**WHAT YOU ARE ASKED TO DO**
The lines to return are those below that contain the word "name".

**DATASET**
☆ ☆ ☆ ☆ ☆ ☆ ☆

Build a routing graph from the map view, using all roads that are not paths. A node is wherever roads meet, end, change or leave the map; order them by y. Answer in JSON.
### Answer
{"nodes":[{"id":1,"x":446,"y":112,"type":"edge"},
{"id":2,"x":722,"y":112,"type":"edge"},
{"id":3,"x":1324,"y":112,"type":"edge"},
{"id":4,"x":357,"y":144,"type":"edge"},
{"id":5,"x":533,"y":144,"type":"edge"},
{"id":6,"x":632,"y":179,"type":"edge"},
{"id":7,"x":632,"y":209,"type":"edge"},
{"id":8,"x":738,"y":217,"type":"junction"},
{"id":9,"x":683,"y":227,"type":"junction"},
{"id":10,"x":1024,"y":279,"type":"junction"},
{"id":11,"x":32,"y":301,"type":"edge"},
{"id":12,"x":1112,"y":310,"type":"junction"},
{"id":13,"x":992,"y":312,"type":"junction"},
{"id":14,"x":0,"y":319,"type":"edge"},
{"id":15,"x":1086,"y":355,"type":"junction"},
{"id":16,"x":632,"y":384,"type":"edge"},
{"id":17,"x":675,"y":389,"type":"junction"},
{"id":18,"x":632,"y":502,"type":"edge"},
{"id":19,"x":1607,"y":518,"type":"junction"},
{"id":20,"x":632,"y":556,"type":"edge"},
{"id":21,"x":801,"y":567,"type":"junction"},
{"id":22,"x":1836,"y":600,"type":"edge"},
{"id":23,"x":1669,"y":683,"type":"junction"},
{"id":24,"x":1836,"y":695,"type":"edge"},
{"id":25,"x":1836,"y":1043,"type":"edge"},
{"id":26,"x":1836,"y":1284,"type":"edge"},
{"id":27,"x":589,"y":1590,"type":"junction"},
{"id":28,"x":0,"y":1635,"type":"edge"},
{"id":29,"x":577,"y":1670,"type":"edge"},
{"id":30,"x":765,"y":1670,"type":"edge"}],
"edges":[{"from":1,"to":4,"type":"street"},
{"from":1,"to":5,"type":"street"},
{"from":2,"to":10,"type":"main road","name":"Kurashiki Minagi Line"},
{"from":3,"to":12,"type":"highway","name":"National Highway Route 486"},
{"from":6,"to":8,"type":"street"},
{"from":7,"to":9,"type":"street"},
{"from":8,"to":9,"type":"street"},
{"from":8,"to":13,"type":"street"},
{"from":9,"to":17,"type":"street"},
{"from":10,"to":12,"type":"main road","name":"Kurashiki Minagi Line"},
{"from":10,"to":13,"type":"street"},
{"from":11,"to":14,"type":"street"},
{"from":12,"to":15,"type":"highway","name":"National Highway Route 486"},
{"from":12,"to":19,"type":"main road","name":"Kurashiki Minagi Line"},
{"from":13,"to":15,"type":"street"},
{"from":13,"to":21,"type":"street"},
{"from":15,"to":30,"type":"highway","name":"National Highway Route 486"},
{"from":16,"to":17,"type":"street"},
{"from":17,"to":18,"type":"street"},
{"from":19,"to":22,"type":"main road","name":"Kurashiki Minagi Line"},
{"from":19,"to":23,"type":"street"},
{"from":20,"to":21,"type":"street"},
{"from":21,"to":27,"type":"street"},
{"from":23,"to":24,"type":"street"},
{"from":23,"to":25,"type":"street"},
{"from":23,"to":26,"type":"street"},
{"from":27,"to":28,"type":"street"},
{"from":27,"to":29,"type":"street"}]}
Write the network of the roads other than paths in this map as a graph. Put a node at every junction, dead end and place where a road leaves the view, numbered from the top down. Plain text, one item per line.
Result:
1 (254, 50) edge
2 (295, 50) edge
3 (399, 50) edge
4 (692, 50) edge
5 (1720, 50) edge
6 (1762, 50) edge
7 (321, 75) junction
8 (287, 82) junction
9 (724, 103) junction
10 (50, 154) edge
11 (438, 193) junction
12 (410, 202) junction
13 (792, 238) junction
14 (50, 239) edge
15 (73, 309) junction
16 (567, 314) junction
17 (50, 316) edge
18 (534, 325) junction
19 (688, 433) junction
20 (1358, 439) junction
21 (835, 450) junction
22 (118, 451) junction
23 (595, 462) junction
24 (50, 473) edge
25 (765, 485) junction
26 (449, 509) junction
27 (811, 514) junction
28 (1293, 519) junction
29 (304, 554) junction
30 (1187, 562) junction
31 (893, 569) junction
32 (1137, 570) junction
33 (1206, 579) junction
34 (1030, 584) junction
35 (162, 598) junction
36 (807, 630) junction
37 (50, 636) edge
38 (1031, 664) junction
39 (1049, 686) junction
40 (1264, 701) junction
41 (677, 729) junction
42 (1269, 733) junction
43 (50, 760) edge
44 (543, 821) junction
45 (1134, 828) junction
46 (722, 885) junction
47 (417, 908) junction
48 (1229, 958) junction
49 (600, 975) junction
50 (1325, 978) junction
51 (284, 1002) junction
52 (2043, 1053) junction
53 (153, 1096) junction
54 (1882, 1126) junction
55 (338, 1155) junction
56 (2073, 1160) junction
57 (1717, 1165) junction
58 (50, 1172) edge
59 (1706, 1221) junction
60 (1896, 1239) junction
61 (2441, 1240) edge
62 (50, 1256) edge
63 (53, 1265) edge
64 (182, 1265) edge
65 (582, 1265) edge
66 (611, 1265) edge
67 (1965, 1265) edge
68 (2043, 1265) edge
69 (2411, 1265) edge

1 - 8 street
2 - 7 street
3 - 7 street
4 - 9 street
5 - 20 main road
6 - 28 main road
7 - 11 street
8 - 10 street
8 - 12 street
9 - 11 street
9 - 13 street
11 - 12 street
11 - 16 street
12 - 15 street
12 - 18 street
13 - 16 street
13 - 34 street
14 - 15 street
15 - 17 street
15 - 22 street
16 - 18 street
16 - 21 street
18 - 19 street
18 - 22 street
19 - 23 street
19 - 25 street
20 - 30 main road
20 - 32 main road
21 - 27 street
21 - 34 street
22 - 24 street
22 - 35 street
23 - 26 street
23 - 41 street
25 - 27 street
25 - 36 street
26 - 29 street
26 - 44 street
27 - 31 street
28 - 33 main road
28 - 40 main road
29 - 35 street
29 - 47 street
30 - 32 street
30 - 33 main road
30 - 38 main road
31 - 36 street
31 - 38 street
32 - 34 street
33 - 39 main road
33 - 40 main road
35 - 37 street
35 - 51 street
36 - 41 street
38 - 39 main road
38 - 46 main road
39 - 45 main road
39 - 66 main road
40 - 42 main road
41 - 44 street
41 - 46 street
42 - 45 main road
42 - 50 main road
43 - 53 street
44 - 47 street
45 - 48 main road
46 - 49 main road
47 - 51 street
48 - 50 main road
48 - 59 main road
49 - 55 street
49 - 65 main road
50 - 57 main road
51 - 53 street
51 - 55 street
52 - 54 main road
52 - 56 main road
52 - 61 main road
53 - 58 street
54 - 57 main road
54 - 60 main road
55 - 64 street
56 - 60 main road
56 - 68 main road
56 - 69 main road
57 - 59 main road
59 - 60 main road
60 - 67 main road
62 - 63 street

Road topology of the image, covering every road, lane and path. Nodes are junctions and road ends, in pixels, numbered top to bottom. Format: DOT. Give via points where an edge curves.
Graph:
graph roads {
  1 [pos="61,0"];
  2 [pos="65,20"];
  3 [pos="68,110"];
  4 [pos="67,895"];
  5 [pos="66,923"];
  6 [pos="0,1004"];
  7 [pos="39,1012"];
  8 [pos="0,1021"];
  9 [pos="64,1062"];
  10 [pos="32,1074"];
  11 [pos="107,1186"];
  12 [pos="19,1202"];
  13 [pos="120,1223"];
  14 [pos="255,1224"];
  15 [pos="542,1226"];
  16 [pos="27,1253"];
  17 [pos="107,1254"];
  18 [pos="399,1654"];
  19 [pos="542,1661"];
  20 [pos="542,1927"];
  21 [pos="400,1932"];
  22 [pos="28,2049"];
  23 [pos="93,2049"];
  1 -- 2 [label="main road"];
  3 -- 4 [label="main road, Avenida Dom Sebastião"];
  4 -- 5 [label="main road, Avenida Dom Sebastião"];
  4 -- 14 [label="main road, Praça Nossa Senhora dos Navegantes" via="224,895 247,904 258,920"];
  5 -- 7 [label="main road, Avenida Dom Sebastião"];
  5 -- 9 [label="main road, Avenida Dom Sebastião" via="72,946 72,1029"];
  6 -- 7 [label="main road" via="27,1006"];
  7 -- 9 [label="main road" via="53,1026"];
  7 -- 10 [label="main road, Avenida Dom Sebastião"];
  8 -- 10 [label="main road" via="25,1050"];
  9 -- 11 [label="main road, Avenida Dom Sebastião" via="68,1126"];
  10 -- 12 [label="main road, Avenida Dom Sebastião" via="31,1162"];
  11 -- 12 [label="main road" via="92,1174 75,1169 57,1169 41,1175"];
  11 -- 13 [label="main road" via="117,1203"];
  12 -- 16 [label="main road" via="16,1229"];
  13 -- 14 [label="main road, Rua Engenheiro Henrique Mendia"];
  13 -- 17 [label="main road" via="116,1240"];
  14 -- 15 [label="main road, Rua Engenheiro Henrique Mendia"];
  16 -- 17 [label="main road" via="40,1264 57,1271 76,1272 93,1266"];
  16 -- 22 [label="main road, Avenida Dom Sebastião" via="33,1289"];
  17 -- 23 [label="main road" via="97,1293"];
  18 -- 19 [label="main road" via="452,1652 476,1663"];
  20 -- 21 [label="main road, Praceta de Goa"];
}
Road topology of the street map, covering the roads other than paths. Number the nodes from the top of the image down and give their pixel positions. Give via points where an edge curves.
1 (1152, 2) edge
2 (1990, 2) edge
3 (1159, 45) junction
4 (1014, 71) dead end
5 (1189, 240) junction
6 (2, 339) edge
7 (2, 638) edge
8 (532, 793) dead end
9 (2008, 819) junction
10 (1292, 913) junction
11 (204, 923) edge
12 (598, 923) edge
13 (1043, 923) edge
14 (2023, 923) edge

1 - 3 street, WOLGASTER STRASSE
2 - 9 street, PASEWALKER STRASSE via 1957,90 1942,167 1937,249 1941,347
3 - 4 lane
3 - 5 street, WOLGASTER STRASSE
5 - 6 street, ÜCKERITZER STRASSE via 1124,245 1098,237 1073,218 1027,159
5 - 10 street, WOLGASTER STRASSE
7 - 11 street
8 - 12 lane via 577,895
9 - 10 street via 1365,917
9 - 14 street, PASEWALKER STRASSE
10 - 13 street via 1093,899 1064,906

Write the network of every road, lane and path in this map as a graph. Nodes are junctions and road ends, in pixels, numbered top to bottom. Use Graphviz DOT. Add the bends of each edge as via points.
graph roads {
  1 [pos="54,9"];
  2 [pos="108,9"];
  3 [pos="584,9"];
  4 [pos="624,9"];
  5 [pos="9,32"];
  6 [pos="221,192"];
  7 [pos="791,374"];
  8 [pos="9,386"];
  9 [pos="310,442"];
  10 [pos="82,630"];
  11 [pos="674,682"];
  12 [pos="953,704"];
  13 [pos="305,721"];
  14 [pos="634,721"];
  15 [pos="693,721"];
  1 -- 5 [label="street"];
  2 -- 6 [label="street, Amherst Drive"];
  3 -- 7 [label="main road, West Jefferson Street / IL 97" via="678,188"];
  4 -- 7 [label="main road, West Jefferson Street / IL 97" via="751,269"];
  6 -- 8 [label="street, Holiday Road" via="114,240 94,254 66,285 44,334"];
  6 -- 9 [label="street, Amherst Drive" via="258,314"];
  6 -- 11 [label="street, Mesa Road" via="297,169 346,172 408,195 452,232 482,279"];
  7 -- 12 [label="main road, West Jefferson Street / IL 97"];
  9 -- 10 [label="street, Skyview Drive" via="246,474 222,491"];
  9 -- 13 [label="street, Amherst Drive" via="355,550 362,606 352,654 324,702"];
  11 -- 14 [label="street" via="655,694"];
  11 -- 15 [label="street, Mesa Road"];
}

☆ ☆ ☆ ☆ ☆ ☆ ☆

**ANSWER SECTION**
{"from":2,"to":10,"type":"main road","name":"Kurashiki Minagi Line"},
{"from":3,"to":12,"type":"highway","name":"National Highway Route 486"},
{"from":10,"to":12,"type":"main road","name":"Kurashiki Minagi Line"},
{"from":12,"to":15,"type":"highway","name":"National Highway Route 486"},
{"from":12,"to":19,"type":"main road","name":"Kurashiki Minagi Line"},
{"from":15,"to":30,"type":"highway","name":"National Highway Route 486"},
{"from":19,"to":22,"type":"main road","name":"Kurashiki Minagi Line"},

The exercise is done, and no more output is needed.